START Information

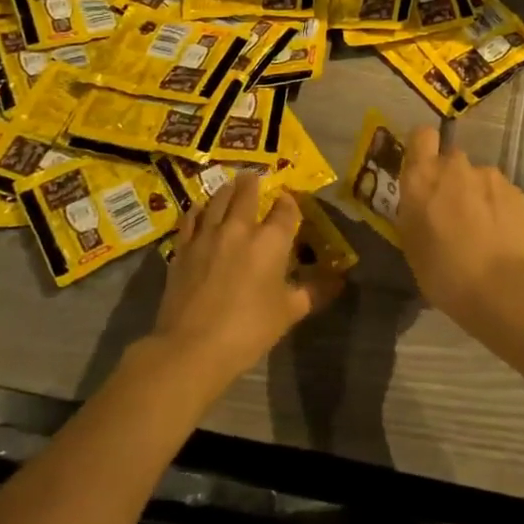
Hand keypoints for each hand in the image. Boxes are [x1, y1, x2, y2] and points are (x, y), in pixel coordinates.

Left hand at [151, 172, 344, 389]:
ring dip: (226, 190)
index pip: (285, 209)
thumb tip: (340, 281)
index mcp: (271, 241)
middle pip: (246, 193)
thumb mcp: (289, 312)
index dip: (289, 202)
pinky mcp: (183, 249)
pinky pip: (191, 219)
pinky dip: (199, 211)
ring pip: (217, 200)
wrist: (193, 347)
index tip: (288, 200)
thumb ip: (313, 292)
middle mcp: (239, 228)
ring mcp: (207, 235)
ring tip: (230, 185)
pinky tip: (201, 210)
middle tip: (254, 176)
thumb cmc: (249, 330)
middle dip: (252, 183)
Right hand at [395, 126, 523, 321]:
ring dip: (476, 193)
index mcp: (421, 177)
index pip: (420, 136)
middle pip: (450, 159)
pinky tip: (500, 233)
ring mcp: (488, 175)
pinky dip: (498, 206)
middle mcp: (454, 166)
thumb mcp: (411, 242)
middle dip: (450, 178)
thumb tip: (423, 201)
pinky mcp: (515, 190)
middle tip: (452, 211)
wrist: (500, 286)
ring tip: (481, 228)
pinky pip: (500, 191)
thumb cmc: (442, 271)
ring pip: (477, 176)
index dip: (423, 149)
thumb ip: (414, 209)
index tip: (423, 170)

END Information

Every line containing the string "hand" is required; copy each such line from the data.

Hand keypoints for each hand in the image. Boxes are [x1, y1, x2, y2] and points are (x, y), in pixel coordinates.
Left hand at [151, 172, 344, 389]:
Right hand at [395, 126, 523, 321]:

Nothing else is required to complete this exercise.